After five days and more than 300 short films, the Palm Springs International ShortFest has qualified four shorts for Academy Awards consideration, TheWrap said.
The festival, the largest short film festival and market in North America, serves as one of about 70 Oscar-qualifying festivals in the short film categories. Its four top jury award winners become eligible for Academy Awards, provided they meet the Academy's other criteria, including technical specs and release dates.
Only the Los Angeles International Short Film Festival qualifies more winners for the Oscars, and only two other festivals and the Student Academy Awards qualify the same number.
Julio O. Ramos's "Behind the Mirrors", a Peruvian/U.S. co-production about the owner of a brothel, received the Best of Festival Award, and was also named the best student live-action short of 15 minutes or under.
Other winners in the Oscar-qualifying categories were Michael Palmaers's animated film "Nuru," about a zookeeper looking after a giant gorilla, and the live-action shorts "Dura Lex" from Anke Blondé and "The Devil's Ballroom" from Henrik Martin Dahlsbakken.

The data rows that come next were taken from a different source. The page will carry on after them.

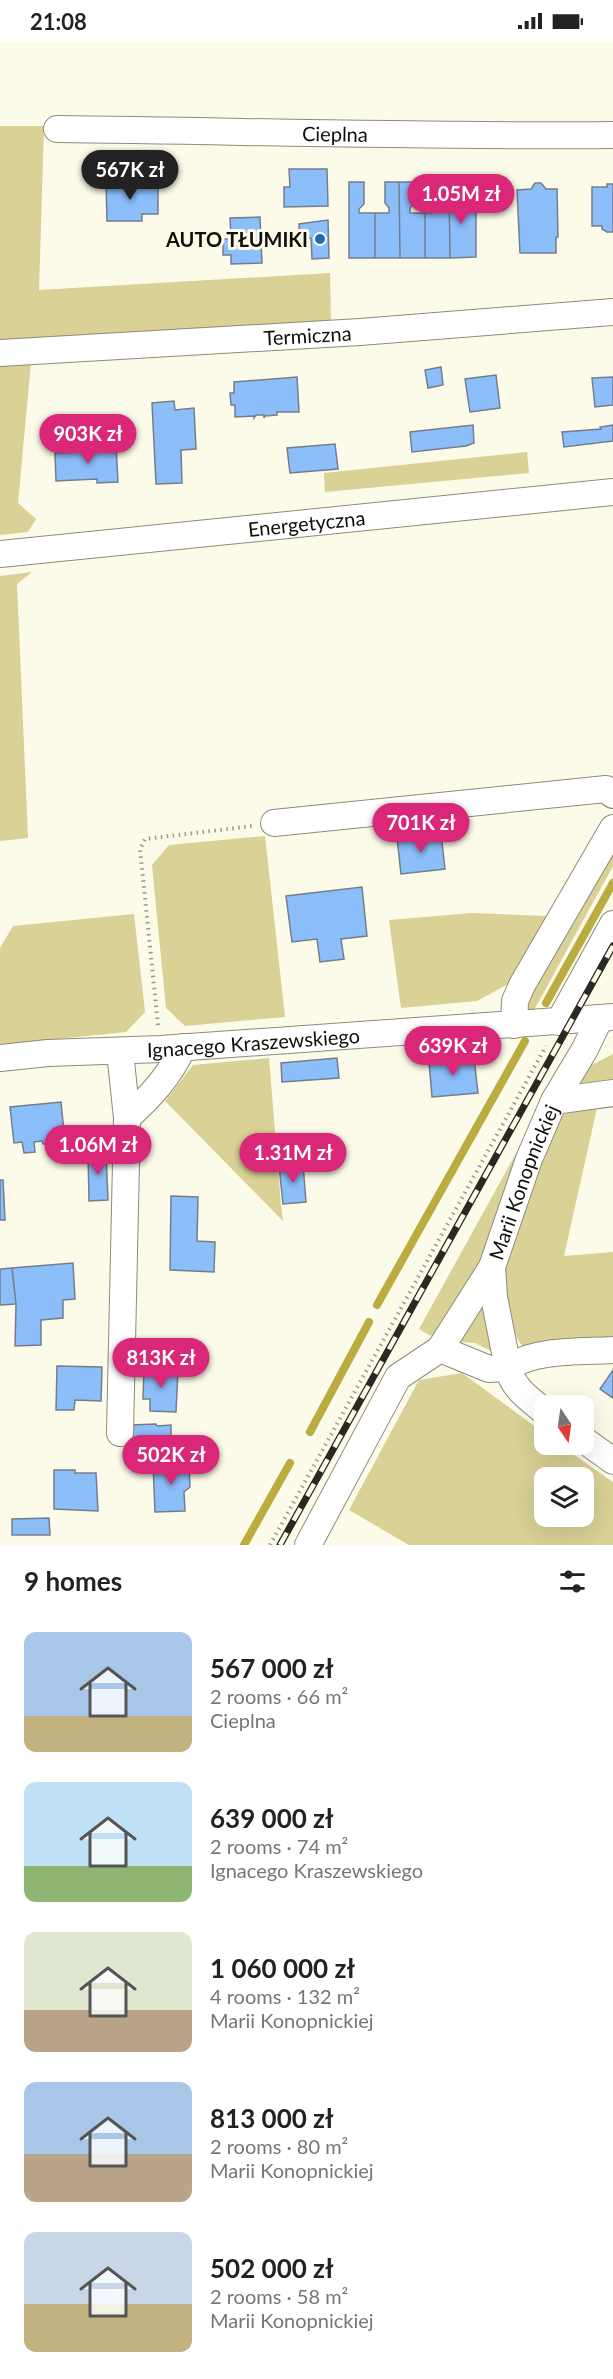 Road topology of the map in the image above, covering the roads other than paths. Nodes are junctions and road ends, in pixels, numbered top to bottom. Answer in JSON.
{"nodes":[{"id":1,"x":57,"y":129,"type":"dead end"},
{"id":2,"x":613,"y":135,"type":"edge"},
{"id":3,"x":613,"y":312,"type":"edge"},
{"id":4,"x":0,"y":353,"type":"edge"},
{"id":5,"x":613,"y":492,"type":"edge"},
{"id":6,"x":0,"y":554,"type":"edge"},
{"id":7,"x":613,"y":795,"type":"edge"},
{"id":8,"x":274,"y":823,"type":"road end"},
{"id":9,"x":613,"y":828,"type":"edge"},
{"id":10,"x":613,"y":924,"type":"edge"},
{"id":11,"x":606,"y":1018,"type":"edge"},
{"id":12,"x":559,"y":1022,"type":"junction"},
{"id":13,"x":514,"y":1025,"type":"junction"},
{"id":14,"x":172,"y":1048,"type":"junction"},
{"id":15,"x":120,"y":1052,"type":"junction"},
{"id":16,"x":0,"y":1058,"type":"edge"},
{"id":17,"x":613,"y":1093,"type":"edge"},
{"id":18,"x":554,"y":1101,"type":"junction"},
{"id":19,"x":127,"y":1118,"type":"junction"},
{"id":20,"x":492,"y":1267,"type":"junction"},
{"id":21,"x":440,"y":1349,"type":"junction"},
{"id":22,"x":613,"y":1350,"type":"edge"},
{"id":23,"x":508,"y":1368,"type":"junction"},
{"id":24,"x":534,"y":1403,"type":"edge"},
{"id":25,"x":120,"y":1433,"type":"dead end"},
{"id":26,"x":594,"y":1447,"type":"edge"},
{"id":27,"x":613,"y":1461,"type":"edge"},
{"id":28,"x":308,"y":1545,"type":"edge"}],
"edges":[{"from":1,"to":2,"type":"street","name":"Cieplna"},
{"from":3,"to":4,"type":"street","name":"Termiczna"},
{"from":5,"to":6,"type":"street","name":"Energetyczna"},
{"from":7,"to":8,"type":"street"},
{"from":9,"to":13,"type":"street"},
{"from":10,"to":12,"type":"street"},
{"from":11,"to":12,"type":"street","name":"Ignacego Kraszewskiego"},
{"from":11,"to":18,"type":"street","name":"Marii Konopnickiej"},
{"from":12,"to":13,"type":"street","name":"Ignacego Kraszewskiego"},
{"from":13,"to":14,"type":"street","name":"Ignacego Kraszewskiego"},
{"from":14,"to":15,"type":"street","name":"Ignacego Kraszewskiego"},
{"from":14,"to":19,"type":"street"},
{"from":15,"to":16,"type":"street","name":"Ignacego Kraszewskiego"},
{"from":15,"to":19,"type":"street"},
{"from":17,"to":18,"type":"street"},
{"from":18,"to":20,"type":"street","name":"Marii Konopnickiej"},
{"from":19,"to":25,"type":"street"},
{"from":20,"to":21,"type":"street"},
{"from":20,"to":23,"type":"street","name":"Marii Konopnickiej"},
{"from":21,"to":23,"type":"street"},
{"from":21,"to":28,"type":"street"},
{"from":22,"to":23,"type":"street"},
{"from":23,"to":24,"type":"street","name":"Marii Konopnickiej"},
{"from":26,"to":27,"type":"street"}]}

The former film, which was also named runner-up in the Bridging the Borders category, deals with the subject of illegal immigration in Belgium through the character of a young mother who receives an unexpected visit from a pair of detectives. The latter recreates the frigid world of an expedition to the North Pole.
The winning films received a total of $16,000 in cash awards and more than $100,000 in prizes.
Audience awards went to the live-action short "A Curious Conjunction of Coincidences" from the Netherlands, the Irish animated short "The Boy in the Bubble" and the documentary "Mr. Christmas."